Work request: Copy out the entries that follow exactly, leaving out the pictures.

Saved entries

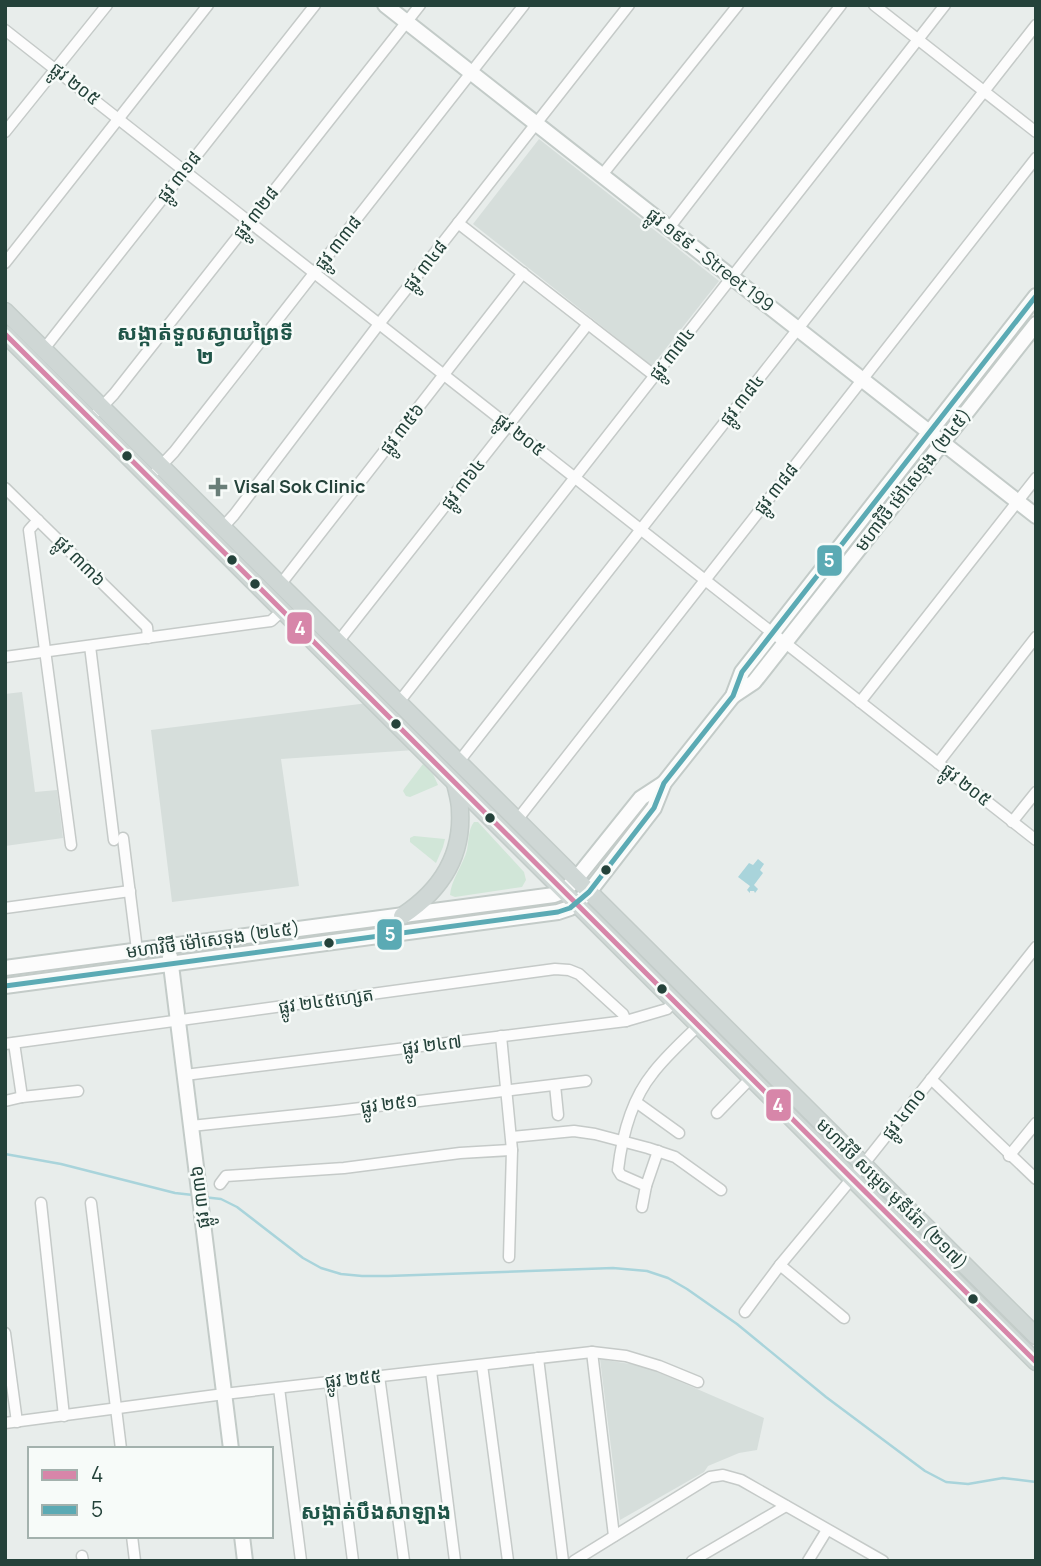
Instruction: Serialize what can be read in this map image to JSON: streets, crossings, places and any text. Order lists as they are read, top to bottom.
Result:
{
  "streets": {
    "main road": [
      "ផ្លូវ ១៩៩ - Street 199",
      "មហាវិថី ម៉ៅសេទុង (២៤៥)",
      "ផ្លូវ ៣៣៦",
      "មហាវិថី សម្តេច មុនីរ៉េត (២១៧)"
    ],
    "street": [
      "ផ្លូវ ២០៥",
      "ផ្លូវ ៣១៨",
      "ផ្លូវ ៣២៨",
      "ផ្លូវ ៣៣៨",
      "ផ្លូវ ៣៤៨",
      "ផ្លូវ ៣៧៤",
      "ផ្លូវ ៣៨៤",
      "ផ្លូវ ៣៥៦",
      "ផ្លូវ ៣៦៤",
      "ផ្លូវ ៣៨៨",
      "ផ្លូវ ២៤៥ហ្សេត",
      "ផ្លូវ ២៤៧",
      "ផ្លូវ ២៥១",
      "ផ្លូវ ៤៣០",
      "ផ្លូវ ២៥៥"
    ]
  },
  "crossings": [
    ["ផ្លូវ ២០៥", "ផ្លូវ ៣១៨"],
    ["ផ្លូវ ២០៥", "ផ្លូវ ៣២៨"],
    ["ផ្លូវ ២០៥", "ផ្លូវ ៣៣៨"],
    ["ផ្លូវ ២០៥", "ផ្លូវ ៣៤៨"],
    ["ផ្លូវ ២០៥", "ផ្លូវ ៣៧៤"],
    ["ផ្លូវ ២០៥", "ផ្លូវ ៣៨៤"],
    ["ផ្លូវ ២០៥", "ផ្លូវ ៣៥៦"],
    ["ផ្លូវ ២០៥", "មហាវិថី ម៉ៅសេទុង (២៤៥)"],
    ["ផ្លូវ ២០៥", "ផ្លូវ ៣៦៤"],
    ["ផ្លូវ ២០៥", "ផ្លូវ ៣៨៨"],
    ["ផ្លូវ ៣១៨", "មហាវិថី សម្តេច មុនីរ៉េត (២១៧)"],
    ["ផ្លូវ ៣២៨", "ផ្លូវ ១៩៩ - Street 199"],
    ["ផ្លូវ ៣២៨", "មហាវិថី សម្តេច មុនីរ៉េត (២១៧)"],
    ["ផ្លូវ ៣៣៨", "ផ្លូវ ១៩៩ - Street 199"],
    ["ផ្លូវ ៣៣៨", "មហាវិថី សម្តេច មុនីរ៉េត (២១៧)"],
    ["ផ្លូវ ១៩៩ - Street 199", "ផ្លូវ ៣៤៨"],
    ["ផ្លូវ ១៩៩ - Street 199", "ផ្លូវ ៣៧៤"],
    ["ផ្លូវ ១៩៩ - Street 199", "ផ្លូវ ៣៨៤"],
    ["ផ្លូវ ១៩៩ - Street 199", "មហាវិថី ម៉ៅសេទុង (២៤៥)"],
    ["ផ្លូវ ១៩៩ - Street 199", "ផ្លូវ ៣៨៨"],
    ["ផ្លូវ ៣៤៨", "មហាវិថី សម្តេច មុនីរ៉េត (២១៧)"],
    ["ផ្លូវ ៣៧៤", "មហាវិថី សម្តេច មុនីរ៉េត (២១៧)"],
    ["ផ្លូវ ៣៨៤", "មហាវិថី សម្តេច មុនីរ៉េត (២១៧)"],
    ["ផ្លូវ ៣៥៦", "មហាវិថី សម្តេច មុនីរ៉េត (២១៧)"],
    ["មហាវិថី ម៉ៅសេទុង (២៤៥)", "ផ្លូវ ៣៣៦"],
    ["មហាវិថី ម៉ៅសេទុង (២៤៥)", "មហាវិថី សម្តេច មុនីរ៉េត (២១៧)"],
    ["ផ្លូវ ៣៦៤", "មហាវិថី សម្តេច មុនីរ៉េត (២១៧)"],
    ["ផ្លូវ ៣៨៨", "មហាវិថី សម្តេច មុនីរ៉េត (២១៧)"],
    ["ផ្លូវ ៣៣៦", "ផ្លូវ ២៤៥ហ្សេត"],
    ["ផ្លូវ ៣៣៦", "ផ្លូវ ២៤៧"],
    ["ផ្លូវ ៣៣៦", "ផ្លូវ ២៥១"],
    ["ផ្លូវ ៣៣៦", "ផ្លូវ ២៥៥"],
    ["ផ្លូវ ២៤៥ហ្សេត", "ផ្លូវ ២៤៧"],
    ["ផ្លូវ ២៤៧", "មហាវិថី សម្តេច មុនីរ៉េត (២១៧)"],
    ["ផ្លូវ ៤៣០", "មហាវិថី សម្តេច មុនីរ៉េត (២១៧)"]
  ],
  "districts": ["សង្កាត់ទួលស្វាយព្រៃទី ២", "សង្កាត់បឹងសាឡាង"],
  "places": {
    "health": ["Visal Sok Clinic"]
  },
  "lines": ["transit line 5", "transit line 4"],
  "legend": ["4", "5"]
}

Final answer:
Instruction: Serialize what can be read in this map image to JSON: streets, crossings, places and any text. Order lists as they are read, top to bottom.
Result:
{
  "streets": {
    "main road": [
      "ផ្លូវ ១៩៩ - Street 199",
      "មហាវិថី ម៉ៅសេទុង (២៤៥)",
      "ផ្លូវ ៣៣៦",
      "មហាវិថី សម្តេច មុនីរ៉េត (២១៧)"
    ],
    "street": [
      "ផ្លូវ ២០៥",
      "ផ្លូវ ៣១៨",
      "ផ្លូវ ៣២៨",
      "ផ្លូវ ៣៣៨",
      "ផ្លូវ ៣៤៨",
      "ផ្លូវ ៣៧៤",
      "ផ្លូវ ៣៨៤",
      "ផ្លូវ ៣៥៦",
      "ផ្លូវ ៣៦៤",
      "ផ្លូវ ៣៨៨",
      "ផ្លូវ ២៤៥ហ្សេត",
      "ផ្លូវ ២៤៧",
      "ផ្លូវ ២៥១",
      "ផ្លូវ ៤៣០",
      "ផ្លូវ ២៥៥"
    ]
  },
  "crossings": [
    ["ផ្លូវ ២០៥", "ផ្លូវ ៣១៨"],
    ["ផ្លូវ ២០៥", "ផ្លូវ ៣២៨"],
    ["ផ្លូវ ២០៥", "ផ្លូវ ៣៣៨"],
    ["ផ្លូវ ២០៥", "ផ្លូវ ៣៤៨"],
    ["ផ្លូវ ២០៥", "ផ្លូវ ៣៧៤"],
    ["ផ្លូវ ២០៥", "ផ្លូវ ៣៨៤"],
    ["ផ្លូវ ២០៥", "ផ្លូវ ៣៥៦"],
    ["ផ្លូវ ២០៥", "មហាវិថី ម៉ៅសេទុង (២៤៥)"],
    ["ផ្លូវ ២០៥", "ផ្លូវ ៣៦៤"],
    ["ផ្លូវ ២០៥", "ផ្លូវ ៣៨៨"],
    ["ផ្លូវ ៣១៨", "មហាវិថី សម្តេច មុនីរ៉េត (២១៧)"],
    ["ផ្លូវ ៣២៨", "ផ្លូវ ១៩៩ - Street 199"],
    ["ផ្លូវ ៣២៨", "មហាវិថី សម្តេច មុនីរ៉េត (២១៧)"],
    ["ផ្លូវ ៣៣៨", "ផ្លូវ ១៩៩ - Street 199"],
    ["ផ្លូវ ៣៣៨", "មហាវិថី សម្តេច មុនីរ៉េត (២១៧)"],
    ["ផ្លូវ ១៩៩ - Street 199", "ផ្លូវ ៣៤៨"],
    ["ផ្លូវ ១៩៩ - Street 199", "ផ្លូវ ៣៧៤"],
    ["ផ្លូវ ១៩៩ - Street 199", "ផ្លូវ ៣៨៤"],
    ["ផ្លូវ ១៩៩ - Street 199", "មហាវិថី ម៉ៅសេទុង (២៤៥)"],
    ["ផ្លូវ ១៩៩ - Street 199", "ផ្លូវ ៣៨៨"],
    ["ផ្លូវ ៣៤៨", "មហាវិថី សម្តេច មុនីរ៉េត (២១៧)"],
    ["ផ្លូវ ៣៧៤", "មហាវិថី សម្តេច មុនីរ៉េត (២១៧)"],
    ["ផ្លូវ ៣៨៤", "មហាវិថី សម្តេច មុនីរ៉េត (២១៧)"],
    ["ផ្លូវ ៣៥៦", "មហាវិថី សម្តេច មុនីរ៉េត (២១៧)"],
    ["មហាវិថី ម៉ៅសេទុង (២៤៥)", "ផ្លូវ ៣៣៦"],
    ["មហាវិថី ម៉ៅសេទុង (២៤៥)", "មហាវិថី សម្តេច មុនីរ៉េត (២១៧)"],
    ["ផ្លូវ ៣៦៤", "មហាវិថី សម្តេច មុនីរ៉េត (២១៧)"],
    ["ផ្លូវ ៣៨៨", "មហាវិថី សម្តេច មុនីរ៉េត (២១៧)"],
    ["ផ្លូវ ៣៣៦", "ផ្លូវ ២៤៥ហ្សេត"],
    ["ផ្លូវ ៣៣៦", "ផ្លូវ ២៤៧"],
    ["ផ្លូវ ៣៣៦", "ផ្លូវ ២៥១"],
    ["ផ្លូវ ៣៣៦", "ផ្លូវ ២៥៥"],
    ["ផ្លូវ ២៤៥ហ្សេត", "ផ្លូវ ២៤៧"],
    ["ផ្លូវ ២៤៧", "មហាវិថី សម្តេច មុនីរ៉េត (២១៧)"],
    ["ផ្លូវ ៤៣០", "មហាវិថី សម្តេច មុនីរ៉េត (២១៧)"]
  ],
  "districts": ["សង្កាត់ទួលស្វាយព្រៃទី ២", "សង្កាត់បឹងសាឡាង"],
  "places": {
    "health": ["Visal Sok Clinic"]
  },
  "lines": ["transit line 5", "transit line 4"],
  "legend": ["4", "5"]
}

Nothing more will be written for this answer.